My pet peeve is too many people on my street, which is only 10 houses, with their lights off on Halloween night. Last Halloween was a new low 6 out of the 10! I can hear the kids on the main streets, they just don't come down the dark street. They don't have to decorate if they don't want to, but would it kill them to keep their lights on and give out a piece of candy? There are maybe 30 ToTs each year, this isn't going to bankrupt anyone.


----------



## piraticalstyle (Sep 1, 2009)

I certainly have my preferences when it comes to how I decorate, but as long as someone is making an effort then I am happy with it. When my family first moved to town, literally no other house on our street decorated. Each year we had more neighbors participating than the year before, including one house that went INSANE with the inflatables. I loved it, though I don't care to use inflatables myself. 

Now, my only pet peeve is that there has been no point in decorating for the last four years since I moved into an apartment that never gets ToT's.


----------



## Rylo (Nov 5, 2015)

I'll start by saying that I really don't care how people decorate or celebrate as long as they participate and have fun.

Inflatables seem to be a pet peeve for a lot of people. While not my style of decorating, I don't mind them because I think they stand out to the kids which is nice.

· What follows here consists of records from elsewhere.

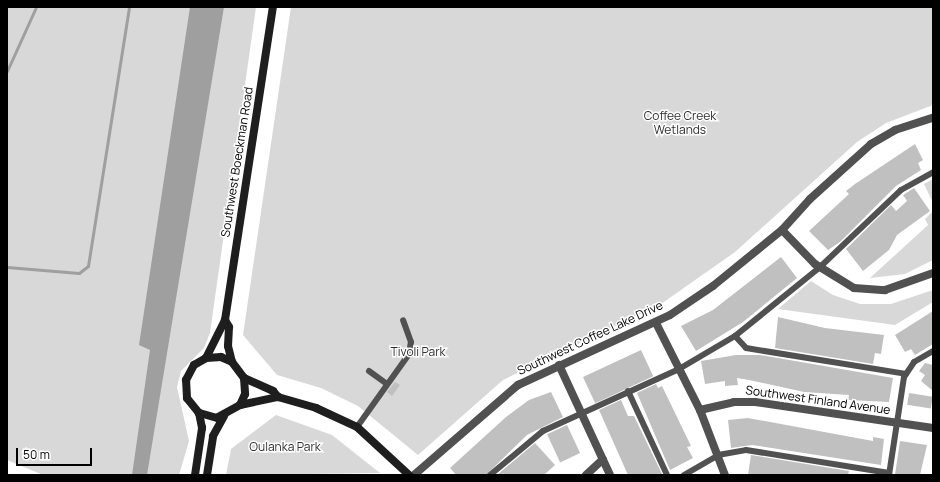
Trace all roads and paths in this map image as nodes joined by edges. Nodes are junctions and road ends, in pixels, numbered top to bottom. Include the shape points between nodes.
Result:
1 (273, 7) edge
2 (933, 118) edge
3 (933, 172) edge
4 (782, 230) junction
5 (819, 268) junction
6 (933, 273) edge
7 (225, 320) junction
8 (403, 320) dead end
9 (656, 323) junction
10 (735, 336) junction
11 (933, 351) edge
12 (206, 358) junction
13 (232, 362) junction
14 (559, 365) junction
15 (679, 368) junction
16 (369, 371) dead end
17 (906, 374) junction
18 (244, 378) junction
19 (387, 384) junction
20 (628, 391) junction
21 (278, 397) junction
22 (240, 405) junction
23 (700, 410) junction
24 (199, 413) junction
25 (580, 414) junction
26 (224, 416) junction
27 (897, 423) junction
28 (357, 427) junction
29 (933, 428) edge
30 (718, 455) junction
31 (603, 459) junction
32 (889, 474) edge
33 (195, 475) edge
34 (207, 475) edge
35 (409, 475) edge
36 (414, 475) edge
37 (490, 475) edge
38 (586, 475) edge
39 (610, 475) edge
40 (667, 475) edge
41 (684, 475) edge
42 (725, 475) edge

1 - 7 main road, Southwest Boeckman Road
2 - 4 street, Southwest Coffee Lake Drive via 895,130 871,144 810,199
3 - 5 lane via 902,190
4 - 5 street
4 - 9 street, Southwest Coffee Lake Drive via 713,286
5 - 6 street via 842,283 868,290 898,288
5 - 10 lane
7 - 12 main road, Southwest Boeckman Road
7 - 13 main road, Southwest Boeckman Road via 229,327 228,346
8 - 19 lane via 411,348
9 - 14 street, Southwest Coffee Lake Drive
9 - 15 street
10 - 15 lane
10 - 17 lane via 746,348
11 - 17 lane via 914,362
12 - 13 main road via 221,358
12 - 24 main road, Southwest Boeckman Road via 194,365 186,380 187,398
13 - 18 main road, Southwest Boeckman Road
14 - 25 street
14 - 36 street, Southwest Coffee Lake Drive via 518,385
15 - 20 lane
15 - 23 street
16 - 19 lane
17 - 27 lane
18 - 21 main road via 273,391
18 - 22 main road via 245,394
19 - 28 lane
20 - 25 lane
20 - 40 lane
21 - 22 main road
21 - 28 main road via 316,408
22 - 26 main road
23 - 27 street, Southwest Finland Avenue via 734,402 755,402
23 - 30 street
24 - 26 main road via 210,417
24 - 33 main road, Southwest Boeckman Road via 203,434
25 - 31 street
25 - 37 lane via 543,431
26 - 34 main road via 213,436
27 - 29 street, Southwest Finland Avenue
27 - 32 lane
28 - 35 main road
30 - 32 lane via 752,451
30 - 41 lane
30 - 42 street
31 - 38 street
31 - 39 street

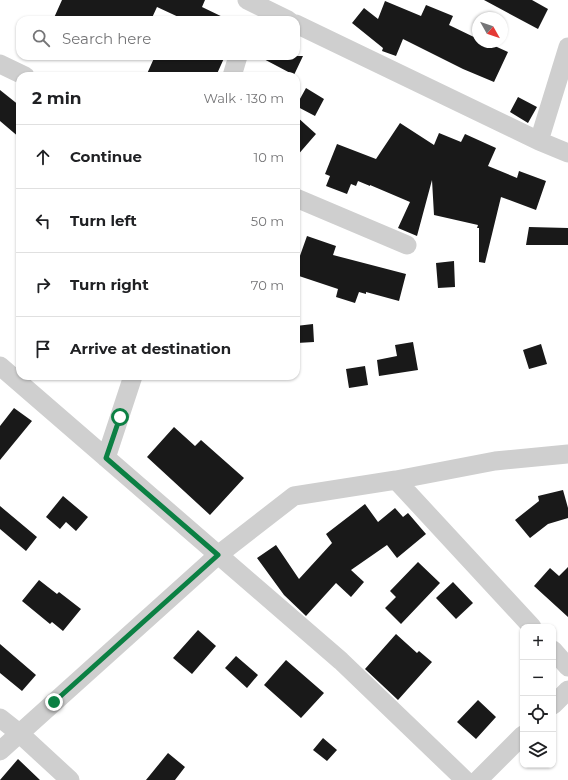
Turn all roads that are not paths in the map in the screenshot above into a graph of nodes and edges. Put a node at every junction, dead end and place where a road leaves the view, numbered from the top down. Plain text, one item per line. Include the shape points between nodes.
1 (252, 6) edge
2 (278, 16) edge
3 (300, 26) edge
4 (568, 47) edge
5 (237, 60) edge
6 (0, 64) edge
7 (17, 72) edge
8 (233, 72) edge
9 (539, 141) junction
10 (568, 153) edge
11 (300, 200) edge
12 (407, 245) dead end
13 (0, 366) edge
14 (16, 380) edge
15 (16, 380) edge
16 (132, 380) edge
17 (568, 454) edge
18 (106, 458) junction
19 (396, 480) junction
20 (218, 555) junction
21 (529, 624) edge
22 (556, 653) edge
23 (568, 667) edge
24 (568, 690) edge
25 (556, 702) edge
26 (0, 718) edge
27 (19, 733) junction
28 (520, 738) edge
29 (0, 751) edge
30 (70, 780) edge
31 (465, 780) edge
32 (478, 780) edge

1 - 2 street
3 - 9 street
4 - 9 street
5 - 8 street
6 - 7 street
9 - 10 street
11 - 12 street
13 - 14 street
15 - 18 street
16 - 18 street
17 - 19 street via 495,461
18 - 20 street
19 - 20 street via 294,496
19 - 21 street
20 - 27 street
20 - 31 street via 341,661
22 - 23 street
24 - 25 street
26 - 27 street
27 - 29 street
27 - 30 street
28 - 32 street

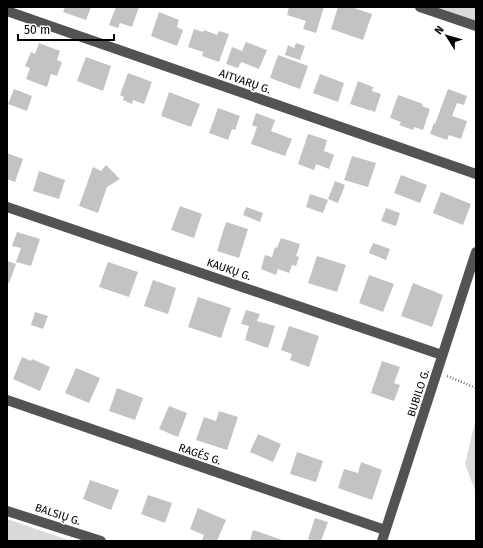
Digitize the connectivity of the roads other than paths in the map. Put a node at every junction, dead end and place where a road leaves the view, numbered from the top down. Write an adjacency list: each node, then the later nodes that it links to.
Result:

When it comes to decorating, I just love classic symbols of Halloween. I don't really understand when people pick a theme that really has nothing to do with Halloween at all. One of my neighbors did a candy theme last year and had pink, purple, green, yellow candy props all over their yard and house and it looked more like a 4 year olds birthday party than Halloween.


----------



## Rigormortor (Sep 7, 2009)

Another pet peeve of mine is how Halloween decorations are only out in the stores for maybe 30 days tops, then on clearance
by Oct 15th and them Xmas junk set up as of 31 Oct. It's like these stores only care to make $$$ off of the average joe by 
ripping them off for months on xmas junk, knowing they can make more $$$ off of xmas versus Halloween..... quantity sales
only, quality who cares, import more cheap plastic junk from china and sell, sell, sell......


----------



## ooojen (Sep 4, 2014)

I would be quite pleased to see Halloween stuff go on clearance by Oct 15th. In my area, we generally get just a few days of mark-down merchandise in early November. Then it's gone.


----------



## mariem (Oct 7, 2012)

My pet peeve is decorations and props that have light up eyes and horrible "scary" music. I would prefer if you have the option of light up eyes or not. I don't like decorations that won't do anything without the sound on or something flashing. There have been several things I would have liked to have but I won't buy any of that stuff. Flashing lights or strobe lights make my heart race and I start to feel nauseous. 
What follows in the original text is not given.